Macan Pembebasan Tamil Eelam (LTTE) juga telah mengakui bahwa Velupillai Prabhakaran tewas dalam serangan pasukan pemerintah Sri Lanka.
Juga dinyatakan tewas dalam operasi final militer adalah dua deputi Prabhakaran -- pemimpin Macan Laut Kolonel Soosai dan kepala intelijen LTTE Pottu Amman.
Tokoh penting lain Macan Tamil yang juga tewas adalah putra Prabhakaran dan calon penggantinya, Charles Anthony (24), pemimpin sayap politik B. Nadesan dan pemimpin Sekretariat Perdamaian LTTE yang sudah tidak berfungsi lagi, S. Pulideevan.
Presiden Sri Lanka Mahinda Rajapakse telah beberapa kali mendesak pemberontak Macan Tamil menyerah untuk menghindari pembasmian total.
Rajapakse, yang juga panglima tertinggi angkatan bersenjata, juga menolak seruan-seruan bagi gencatan senjata dan menekankan bahwa Macan Tamil harus meletakkan senjata dan mengizinkan warga sipil keluar dari daerah-daerah yang masih mereka kuasai.

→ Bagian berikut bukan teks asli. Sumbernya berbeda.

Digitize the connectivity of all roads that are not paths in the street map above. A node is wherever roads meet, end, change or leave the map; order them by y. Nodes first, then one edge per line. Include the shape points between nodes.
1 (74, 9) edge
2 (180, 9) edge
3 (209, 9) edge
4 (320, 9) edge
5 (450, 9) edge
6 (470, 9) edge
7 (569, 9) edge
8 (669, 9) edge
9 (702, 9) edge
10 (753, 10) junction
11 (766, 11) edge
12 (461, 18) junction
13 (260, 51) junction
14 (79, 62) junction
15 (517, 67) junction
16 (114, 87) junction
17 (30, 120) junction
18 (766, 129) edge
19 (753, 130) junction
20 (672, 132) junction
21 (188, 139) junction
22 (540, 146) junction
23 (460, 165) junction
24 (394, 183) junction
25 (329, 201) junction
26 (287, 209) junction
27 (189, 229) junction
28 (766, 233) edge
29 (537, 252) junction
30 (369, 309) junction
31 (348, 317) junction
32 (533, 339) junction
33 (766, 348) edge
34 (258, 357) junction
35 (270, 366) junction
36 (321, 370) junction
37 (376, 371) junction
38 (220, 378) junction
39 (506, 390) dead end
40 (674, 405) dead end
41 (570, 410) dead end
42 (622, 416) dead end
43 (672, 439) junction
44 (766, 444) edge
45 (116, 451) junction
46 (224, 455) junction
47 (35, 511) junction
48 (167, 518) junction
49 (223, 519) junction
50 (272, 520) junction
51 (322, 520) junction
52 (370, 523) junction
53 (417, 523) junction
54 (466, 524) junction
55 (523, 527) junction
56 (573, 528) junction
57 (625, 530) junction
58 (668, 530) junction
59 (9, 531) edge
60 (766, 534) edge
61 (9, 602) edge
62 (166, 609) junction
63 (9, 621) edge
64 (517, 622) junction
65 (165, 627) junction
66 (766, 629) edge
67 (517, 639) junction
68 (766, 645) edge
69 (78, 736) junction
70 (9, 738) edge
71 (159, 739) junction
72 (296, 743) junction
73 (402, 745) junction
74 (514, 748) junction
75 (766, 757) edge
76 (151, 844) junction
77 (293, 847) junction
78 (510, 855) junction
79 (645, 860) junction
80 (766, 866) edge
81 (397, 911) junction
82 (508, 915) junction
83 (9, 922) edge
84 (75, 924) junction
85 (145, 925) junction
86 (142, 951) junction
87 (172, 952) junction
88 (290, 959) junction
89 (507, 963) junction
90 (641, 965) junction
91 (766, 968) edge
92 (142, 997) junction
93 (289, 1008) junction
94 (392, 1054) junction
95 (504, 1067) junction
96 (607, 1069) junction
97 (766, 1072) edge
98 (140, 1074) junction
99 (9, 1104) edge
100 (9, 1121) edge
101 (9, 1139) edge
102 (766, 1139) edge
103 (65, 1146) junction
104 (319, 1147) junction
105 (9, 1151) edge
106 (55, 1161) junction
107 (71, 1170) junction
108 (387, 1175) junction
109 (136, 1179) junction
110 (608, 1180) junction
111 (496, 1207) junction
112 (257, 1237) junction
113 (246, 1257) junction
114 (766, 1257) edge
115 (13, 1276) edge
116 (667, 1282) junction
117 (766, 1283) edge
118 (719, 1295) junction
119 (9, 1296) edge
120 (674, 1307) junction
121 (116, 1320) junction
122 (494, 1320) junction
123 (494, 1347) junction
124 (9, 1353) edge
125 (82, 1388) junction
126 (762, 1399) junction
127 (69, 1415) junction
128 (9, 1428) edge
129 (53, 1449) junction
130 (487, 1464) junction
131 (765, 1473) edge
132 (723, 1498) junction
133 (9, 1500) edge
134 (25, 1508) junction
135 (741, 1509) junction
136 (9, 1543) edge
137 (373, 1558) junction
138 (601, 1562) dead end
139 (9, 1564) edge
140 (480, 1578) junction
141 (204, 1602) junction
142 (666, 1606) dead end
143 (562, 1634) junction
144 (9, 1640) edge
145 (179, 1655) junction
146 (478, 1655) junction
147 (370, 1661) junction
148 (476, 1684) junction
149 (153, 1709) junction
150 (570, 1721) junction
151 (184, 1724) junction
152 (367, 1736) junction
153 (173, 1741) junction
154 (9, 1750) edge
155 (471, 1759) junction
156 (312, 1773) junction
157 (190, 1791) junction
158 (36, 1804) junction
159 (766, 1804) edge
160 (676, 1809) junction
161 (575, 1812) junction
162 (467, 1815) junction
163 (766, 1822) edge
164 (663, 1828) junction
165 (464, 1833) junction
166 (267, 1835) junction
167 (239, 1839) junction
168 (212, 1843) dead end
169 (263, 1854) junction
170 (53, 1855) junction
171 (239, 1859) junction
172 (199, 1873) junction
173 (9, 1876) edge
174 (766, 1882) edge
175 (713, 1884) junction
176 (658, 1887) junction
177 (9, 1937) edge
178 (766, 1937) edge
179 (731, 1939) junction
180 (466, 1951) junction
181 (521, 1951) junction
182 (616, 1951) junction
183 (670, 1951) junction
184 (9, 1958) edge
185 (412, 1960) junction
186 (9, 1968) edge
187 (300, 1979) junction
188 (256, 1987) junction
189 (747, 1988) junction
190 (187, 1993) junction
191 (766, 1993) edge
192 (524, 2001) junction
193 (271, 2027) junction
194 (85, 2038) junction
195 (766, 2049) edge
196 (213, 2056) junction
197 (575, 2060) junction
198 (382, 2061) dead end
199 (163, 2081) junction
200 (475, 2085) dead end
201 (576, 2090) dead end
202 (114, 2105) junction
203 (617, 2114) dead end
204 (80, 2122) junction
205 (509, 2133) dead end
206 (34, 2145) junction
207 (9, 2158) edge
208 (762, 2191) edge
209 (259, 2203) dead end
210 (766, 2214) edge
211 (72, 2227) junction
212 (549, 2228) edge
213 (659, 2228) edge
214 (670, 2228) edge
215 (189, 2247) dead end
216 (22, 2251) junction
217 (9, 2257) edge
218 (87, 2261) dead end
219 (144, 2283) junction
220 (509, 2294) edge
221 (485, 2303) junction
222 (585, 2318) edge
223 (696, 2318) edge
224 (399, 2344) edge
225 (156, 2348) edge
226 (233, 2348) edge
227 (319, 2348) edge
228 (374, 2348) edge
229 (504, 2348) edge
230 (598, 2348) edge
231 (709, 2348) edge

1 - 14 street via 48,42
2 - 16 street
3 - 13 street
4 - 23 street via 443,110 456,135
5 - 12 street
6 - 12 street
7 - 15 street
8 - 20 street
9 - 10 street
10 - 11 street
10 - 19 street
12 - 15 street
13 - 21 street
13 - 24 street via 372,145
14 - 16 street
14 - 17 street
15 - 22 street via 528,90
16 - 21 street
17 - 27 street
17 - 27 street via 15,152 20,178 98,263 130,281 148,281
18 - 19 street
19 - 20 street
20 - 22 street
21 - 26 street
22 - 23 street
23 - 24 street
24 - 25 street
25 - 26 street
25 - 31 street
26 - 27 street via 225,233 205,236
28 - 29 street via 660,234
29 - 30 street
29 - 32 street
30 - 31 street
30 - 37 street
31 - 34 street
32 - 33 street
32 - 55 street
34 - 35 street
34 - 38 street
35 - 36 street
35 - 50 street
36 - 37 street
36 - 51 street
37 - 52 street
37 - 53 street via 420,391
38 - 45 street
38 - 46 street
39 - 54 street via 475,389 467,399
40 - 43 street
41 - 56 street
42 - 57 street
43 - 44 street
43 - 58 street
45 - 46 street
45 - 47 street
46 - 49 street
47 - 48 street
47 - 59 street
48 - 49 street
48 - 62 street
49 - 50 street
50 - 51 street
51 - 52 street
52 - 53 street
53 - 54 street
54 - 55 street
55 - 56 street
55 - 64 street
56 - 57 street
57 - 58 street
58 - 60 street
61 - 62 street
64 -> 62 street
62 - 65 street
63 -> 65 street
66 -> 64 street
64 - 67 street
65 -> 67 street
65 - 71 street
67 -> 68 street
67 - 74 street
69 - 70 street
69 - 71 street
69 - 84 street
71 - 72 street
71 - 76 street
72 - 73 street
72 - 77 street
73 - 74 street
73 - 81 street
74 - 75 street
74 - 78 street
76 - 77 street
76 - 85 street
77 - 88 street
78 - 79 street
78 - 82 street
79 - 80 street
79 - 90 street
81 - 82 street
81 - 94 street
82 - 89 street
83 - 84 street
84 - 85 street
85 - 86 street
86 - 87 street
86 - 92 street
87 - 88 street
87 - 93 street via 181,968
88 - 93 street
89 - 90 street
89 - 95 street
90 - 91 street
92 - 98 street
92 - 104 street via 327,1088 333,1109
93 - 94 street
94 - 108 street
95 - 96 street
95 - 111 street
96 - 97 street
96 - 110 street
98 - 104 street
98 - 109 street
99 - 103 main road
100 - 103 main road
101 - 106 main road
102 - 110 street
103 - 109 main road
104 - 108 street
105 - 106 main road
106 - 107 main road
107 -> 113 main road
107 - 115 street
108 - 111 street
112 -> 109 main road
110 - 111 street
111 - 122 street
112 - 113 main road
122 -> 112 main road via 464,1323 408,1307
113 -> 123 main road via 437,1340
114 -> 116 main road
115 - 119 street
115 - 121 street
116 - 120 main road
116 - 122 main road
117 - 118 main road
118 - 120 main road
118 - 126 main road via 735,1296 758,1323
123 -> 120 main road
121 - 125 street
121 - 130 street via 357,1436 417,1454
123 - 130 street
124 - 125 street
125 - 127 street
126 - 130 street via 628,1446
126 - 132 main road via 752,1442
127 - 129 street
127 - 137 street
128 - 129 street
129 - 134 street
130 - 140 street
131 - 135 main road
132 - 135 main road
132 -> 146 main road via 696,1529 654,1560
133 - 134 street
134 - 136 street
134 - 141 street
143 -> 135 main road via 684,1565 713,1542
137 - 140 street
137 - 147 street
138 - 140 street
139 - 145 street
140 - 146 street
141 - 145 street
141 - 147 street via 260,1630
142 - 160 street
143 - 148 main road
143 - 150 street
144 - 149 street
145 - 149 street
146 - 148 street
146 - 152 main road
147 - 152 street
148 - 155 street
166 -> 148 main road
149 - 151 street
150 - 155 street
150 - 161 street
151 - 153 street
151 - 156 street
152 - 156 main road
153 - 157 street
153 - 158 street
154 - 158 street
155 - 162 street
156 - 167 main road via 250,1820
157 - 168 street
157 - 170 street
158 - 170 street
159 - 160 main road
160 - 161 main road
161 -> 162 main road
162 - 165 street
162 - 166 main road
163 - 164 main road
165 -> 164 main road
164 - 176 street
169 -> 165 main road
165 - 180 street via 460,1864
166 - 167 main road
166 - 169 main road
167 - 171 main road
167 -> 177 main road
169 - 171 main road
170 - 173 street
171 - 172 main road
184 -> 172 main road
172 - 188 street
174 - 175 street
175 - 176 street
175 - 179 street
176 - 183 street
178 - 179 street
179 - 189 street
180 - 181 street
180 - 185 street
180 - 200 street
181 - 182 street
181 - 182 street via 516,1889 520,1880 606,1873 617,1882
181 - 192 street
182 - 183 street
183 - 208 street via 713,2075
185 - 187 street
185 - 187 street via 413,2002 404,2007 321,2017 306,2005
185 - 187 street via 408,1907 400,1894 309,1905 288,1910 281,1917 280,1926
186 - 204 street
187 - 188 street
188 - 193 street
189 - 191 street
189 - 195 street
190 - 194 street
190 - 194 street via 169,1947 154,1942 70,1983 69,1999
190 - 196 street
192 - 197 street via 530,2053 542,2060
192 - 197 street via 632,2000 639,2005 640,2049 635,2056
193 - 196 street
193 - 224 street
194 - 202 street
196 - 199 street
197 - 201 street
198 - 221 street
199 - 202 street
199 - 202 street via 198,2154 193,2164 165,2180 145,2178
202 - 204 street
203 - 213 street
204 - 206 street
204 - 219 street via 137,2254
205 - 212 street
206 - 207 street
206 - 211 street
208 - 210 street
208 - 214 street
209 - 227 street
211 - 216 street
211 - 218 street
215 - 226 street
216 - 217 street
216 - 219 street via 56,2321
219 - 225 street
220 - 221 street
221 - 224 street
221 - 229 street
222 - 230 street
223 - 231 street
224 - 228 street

Pertempuran antara pasukan pemerintah dan pemberontak LTTE meningkat sejak pemerintah secara resmi menarik diri dari gencatan senjata enam tahun pada Januari 2008.
Pembuktian independen mengenai klaim-klaim jumlah korban mustahil dilakukan karena pemerintah Kolombo melarang wartawan pergi ke zona-zona pertempuran.
PBB memperkirakan, lebih dari 100.000 orang tewas dalam konflik separatis Tamil setelah pemberontak Macan Tamil muncul pada 1972.
Sekitar 15.000 pemberontak Tamil memerangi pemerintah Sri Lanka dalam konflik etnik itu dalam upaya mendirikan sebuah negara Tamil merdeka.
Masyarakat Tamil mencapai sekitar 18 persen dari penduduk Sri Lanka yang berjumlah 19,2 juta orang dan mereka terpusat di provinsi-provinsi utara dan timur yang dikuasai pemberontak. Mayoritas penduduk Sri Lanka adalah warga Sinhala.